Die neun Tage dauernde Schlacht um Wien eröffneten die Sowjets mit einer Westumfassung: Vom Wiener Wald her rückten sie Richtung Zentrum vor. Schon nach einer Woche standen die Einheiten der 3. und 4. Ukrainischen Front unter Marschall Tolbuchin am Gürtel. Wehrmacht und SS flohen über den Donaukanal und sprengten sämtliche Brücken. Bis unmittelbar vor dem Zusammenbruch griffen die Nazis brutal durch. In der Nacht des 12. April, kaum zwei Stunden vor Eintreffen der Roten Armee, ermordete die SS in der Förstergasse in der Leopoldstadt neun Juden, die denunziert worden waren. Am Ende der Kämpfe lagen in den Straßen Wiens 4000 Tote, Opfer beider Seiten.
  Am 13. April 1945 erklärten die Sowjets Wien offiziell für befreit, obwohl sie Floridsdorf und Kaisermühlen erst zwei Tage später besetzten. Unmittelbar nach Stalins Truppen traf auch die Führung der KPÖ aus dem Moskauer Exil in Wien ein. Ihr Wortführer Ernst Fischer erklärte die versammelten Widerständler, die sich um der Wiederaufbau der Stadtregierung bemühen, zu einem „Haufen von Gaunern und Schwindlern“.
  General Alexej Blagodatov, Wiener Stadtkommandant, ernannte dennoch den Sozialdemokraten Theodor Körner zum Bürgermeister, am 20. April traf der von Stalin mit der Bildung einer provisorischen Regierung beauftragte Karl Renner in Wien ein und präsentierte wenige Tage später eine aus Vertretern von KPÖ, SPÖ und ÖVP gebildete Regierung. Schließlich übergab Blagodatov der Regierung das Parlament, das am 1. Mai die Unabhängigkeit Österreichs vom Dritten Reich erklärte. Wien wurde geteilt: Die Sowjets verwalteten die Leopoldstadt, die Wieden, Favoriten, die Brigittenau und Floridsdorf. Die in Wien lieber gesehenen Garanten der Freiheit Österreichs, die westlichen Alliierten, schickten anfangs nur politische Delegationen und Ehrenformationen, im Herbst 1945 besetzten sie schließlich die ihnen zugeteilten Zonen. Erst zehn Jahre später sollten Russen, Amerikaner, Briten und Franzosen Wien wieder verlassen.

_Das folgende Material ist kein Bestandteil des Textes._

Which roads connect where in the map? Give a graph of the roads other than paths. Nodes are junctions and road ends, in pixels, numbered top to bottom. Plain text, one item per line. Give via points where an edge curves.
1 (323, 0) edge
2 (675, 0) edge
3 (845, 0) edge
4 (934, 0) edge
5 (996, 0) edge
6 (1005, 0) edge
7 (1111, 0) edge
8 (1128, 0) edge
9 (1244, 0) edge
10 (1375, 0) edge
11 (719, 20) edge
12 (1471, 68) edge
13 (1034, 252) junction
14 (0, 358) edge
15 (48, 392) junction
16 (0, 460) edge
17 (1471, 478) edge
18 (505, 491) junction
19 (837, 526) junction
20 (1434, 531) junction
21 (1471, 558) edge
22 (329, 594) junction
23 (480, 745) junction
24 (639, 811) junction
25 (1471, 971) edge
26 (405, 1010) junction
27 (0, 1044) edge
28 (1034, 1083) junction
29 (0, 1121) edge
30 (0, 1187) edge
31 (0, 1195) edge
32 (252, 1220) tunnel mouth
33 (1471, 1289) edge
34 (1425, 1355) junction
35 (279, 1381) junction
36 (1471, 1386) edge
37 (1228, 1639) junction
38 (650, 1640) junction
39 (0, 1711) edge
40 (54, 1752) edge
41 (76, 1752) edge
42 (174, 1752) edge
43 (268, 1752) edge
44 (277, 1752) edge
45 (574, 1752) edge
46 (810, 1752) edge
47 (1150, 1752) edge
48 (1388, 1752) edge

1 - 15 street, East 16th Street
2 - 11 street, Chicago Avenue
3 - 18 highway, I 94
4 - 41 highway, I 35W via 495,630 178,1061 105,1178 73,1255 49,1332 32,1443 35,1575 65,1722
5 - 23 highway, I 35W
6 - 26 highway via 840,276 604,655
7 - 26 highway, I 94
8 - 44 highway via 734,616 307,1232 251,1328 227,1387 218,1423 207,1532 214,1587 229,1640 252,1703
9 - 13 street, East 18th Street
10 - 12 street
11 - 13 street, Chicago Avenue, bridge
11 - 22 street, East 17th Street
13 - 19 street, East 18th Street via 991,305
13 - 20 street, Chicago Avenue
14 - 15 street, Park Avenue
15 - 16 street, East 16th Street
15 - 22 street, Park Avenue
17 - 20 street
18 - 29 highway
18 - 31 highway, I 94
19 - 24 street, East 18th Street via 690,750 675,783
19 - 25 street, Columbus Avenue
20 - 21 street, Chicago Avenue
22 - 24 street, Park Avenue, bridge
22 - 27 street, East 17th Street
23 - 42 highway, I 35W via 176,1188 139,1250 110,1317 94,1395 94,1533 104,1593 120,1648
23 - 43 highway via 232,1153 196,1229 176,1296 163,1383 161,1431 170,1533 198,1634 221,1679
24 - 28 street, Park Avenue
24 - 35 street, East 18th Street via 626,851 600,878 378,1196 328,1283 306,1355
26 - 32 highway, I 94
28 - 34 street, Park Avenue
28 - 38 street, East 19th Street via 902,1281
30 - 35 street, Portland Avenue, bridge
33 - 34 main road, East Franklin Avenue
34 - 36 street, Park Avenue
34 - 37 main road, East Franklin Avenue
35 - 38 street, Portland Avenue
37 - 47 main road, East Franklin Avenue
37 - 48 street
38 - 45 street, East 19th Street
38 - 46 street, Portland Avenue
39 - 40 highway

  Auch wenn Präsident Karl Renner oder Kanzler Leopold Figl immer wieder pflichtschuldig an die Verdienste der Roten Armee bei der Befreiung Österreichs erinnerten, verstanden sie unter Freiheit etwas anderes als jene, deren Fahne – wie es am Denkmal hieß – „von nun an über Europa wehen“ sollten. Die NS-Propaganda, die Sowjets als „Barbaren“ oder „bolschewistische Teufel“ diffamiert hatte, mag noch tief in den Köpfen der Österreicher gesessen haben. Die Worte, mit denen die Wiener Kriegsende und Befreiung beschrieben, deckten sich jedenfalls weitgehend mit den Hetzbegriffen der Nazis. Eine dermaßen herabgekommene Armee wie jene der Sowjets habe er nicht erwartet, schimpfte etwa Josef Schöner, ein unverdächtiger und glaubwürdiger Zeitzeuge, der dem konservativen Widerstand nahe stand. In seinem „Wiener Tagebuch“ beschrieb der spätere Spitzendiplomat Schöner minutiös, wie marodierende russische Soldaten Passanten Radios, Uhren und Goldschmuck abknöpften, Vorräte an Lebensmitteln, Wein und Schnaps plünderten oder besoffen über Frauen herfielen: „Alle hören das Schreien und Schlagen der Einlass fordernden Soldaten mit Bangen und Herzklopfen, unsere Frauen kriegen Herzzustände, an Schlaf ist kaum zu denken.“
  Nicht anders äußert sich der aus der schwedischen Emigration zurückgekehrte Sozialdemokrat und spätere Bundeskanzler Bruno Kreisky: „Noch jahrelang nach dem Krieg traten die Sowjets mit der Willkür einer Siegermacht auf.“ Kreisky meinte damit die Verschleppung von zirka eintausend Österreichern durch die sowjetische Besatzungsmacht. Zumindest darüber gibt es halbwegs verlässliche Zahlen. Über die Plünderungen und Vergewaltigungen lassen sich bislang kaum seriöse Angaben machen (siehe unten: Tote, Vergewaltigte, Verschleppte). Als die Sowjets 1955 abzogen, brachte die Wiener Stadtverwaltung eine Tafel am Palais Epstein, der ehemaligen russischen Kommandantur, an: „Sunt lacrimae rerum“ – es war eine tränenreiche Sache.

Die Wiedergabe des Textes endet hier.